On entend souvent dire qu’on ne peut pas recevoir son salaire en bitcoins. Les rumeurs disent parfois que la législation française interdit le versement du salaire sous une autre forme qu’une monnaie ayant cours légal, ou que le versement du salaire vers une adresse crypto serait interdit.

En réalité, il y aurait bien trois obstacles potentiels. Voyons ensemble ce que dit la loi.

La monnaie ayant cours légal

Par cours légal, il faut comprendre la valeur reconnue par l’Etat de la monnaie officielle en circulation. En France, il s’agit de l’euro.

L’obligation du versement de la rémunération en monnaie ayant cours légal se rattache au paiement en espèces. Et d’ailleurs, cette obligation n’est plus visée par le code du Travail. En regardant de près les dispositions de ce code, on découvre que l’ancien article L143-1 qui disposait ce qui suit, n’existe plus :

« Sous réserve des dispositions législatives imposant le paiement des salaires sous forme déterminée, le salaire doit être payé en monnaies métallique ou fiduciaire ayant cours légal ou par chèque barré ou par virement à un compte bancaire ou postal, nonobstant toute stipulation contraire, à peine de nullité. »

Suite à la recodification de 2008, l’article a été renuméroté… mais surtout, le premier alinéa n’a pas été repris. Ainsi, le nouvel article L3241-1 énonce que : 

« Sous réserve des dispositions législatives imposant le paiement des salaires sous une forme déterminée, le salaire est payé en espèces ou par chèque barré ou par virement à un compte bancaire ou postal. Toute stipulation contraire est nulle. En dessous d’un montant mensuel déterminé par décret, le salaire est payé en espèces au salarié qui le demande. Au-delà d’un montant mensuel déterminé par décret, le salaire est payé par chèque barré ou par virement à un compte bancaire ou postal. »
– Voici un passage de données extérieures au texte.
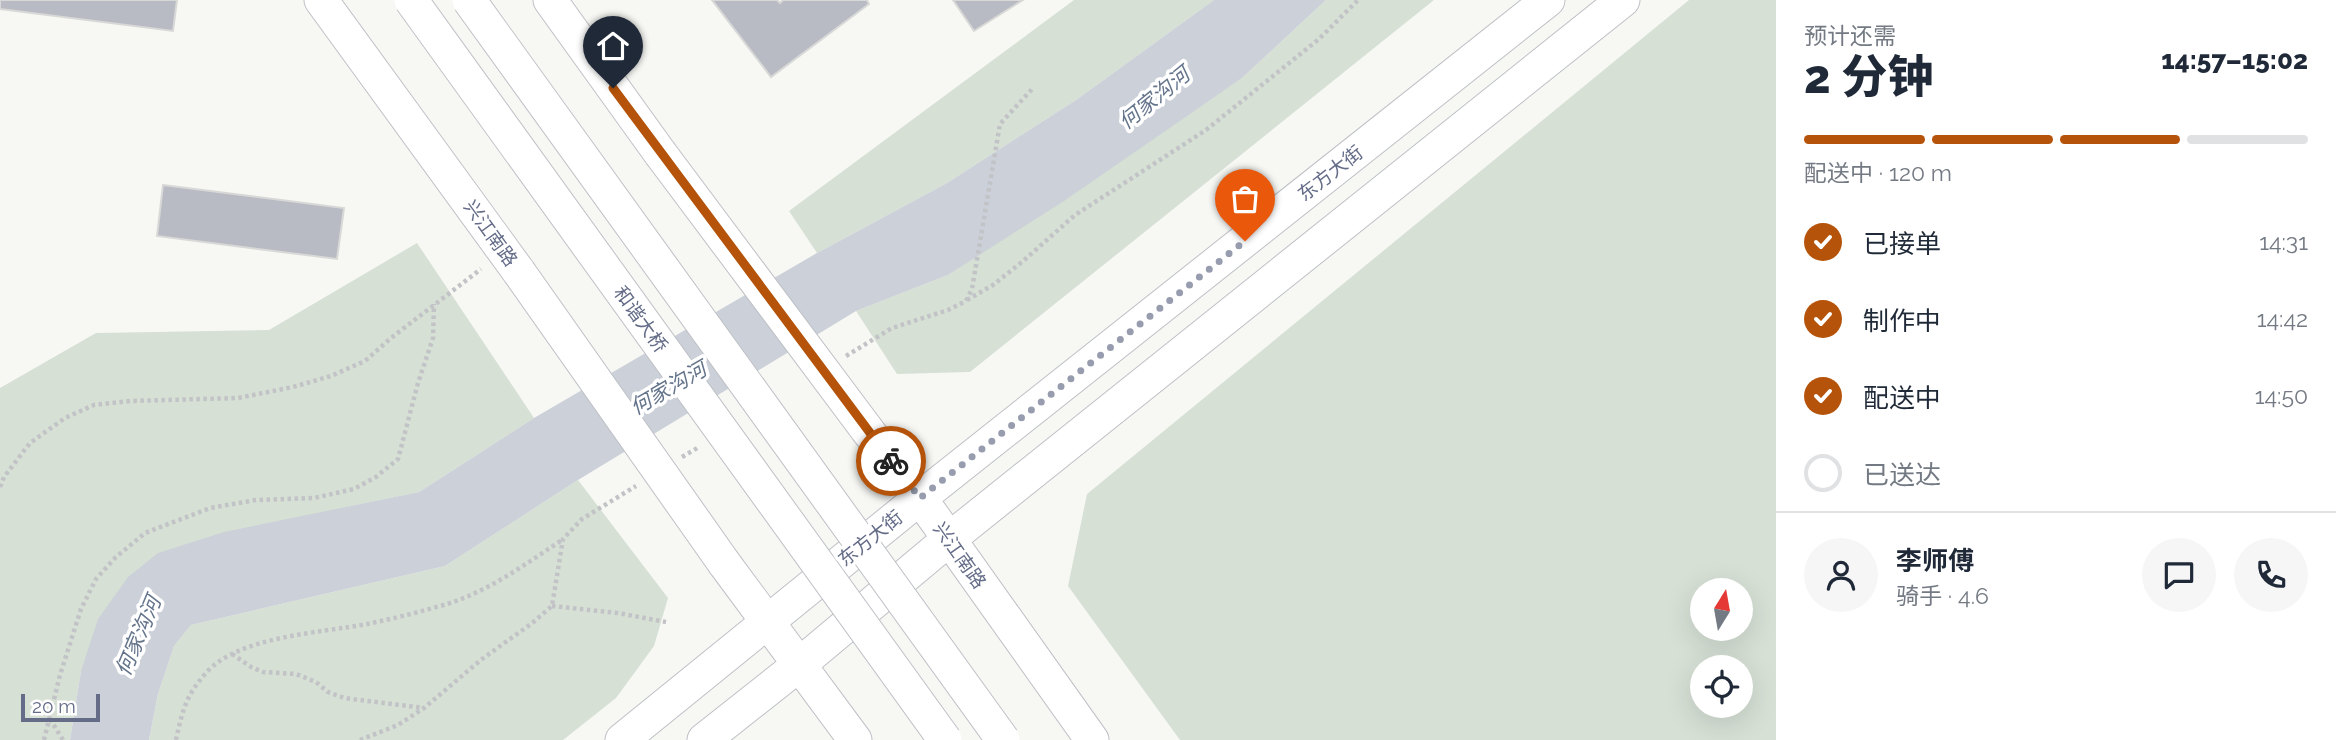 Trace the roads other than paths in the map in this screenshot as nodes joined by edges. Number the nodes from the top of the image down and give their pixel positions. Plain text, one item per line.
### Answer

Ainsi, plus aucun article ne fait référence au paiement en espèces avec une monnaie ayant cours légal dans le code du travail.

Cependant, attention, il ne faut pas oublier que nous sommes soumis à des textes internationaux.

Ici, les conventions de l’Organisation Internationale du Travail trouvent à s’appliquer. En particulier, l’article 3 de la convention n°95 relative à la protection du salaire signée en 1949 et ratifiée par la France en 1952 :

« Les salaires payables en espèces seront payés exclusivement en monnaie ayant cours légal, et le paiement sous forme de billets à ordre, de bons, de coupons ou sous toute autre forme censée représenter la monnaie ayant cours légal sera interdit. »

On peut donc en déduire que le paiement en euros est obligatoire, mais seulement pour les paiements en espèces. Or, en l’espèce, les cryptomonnaies ne sont donc pas concernées.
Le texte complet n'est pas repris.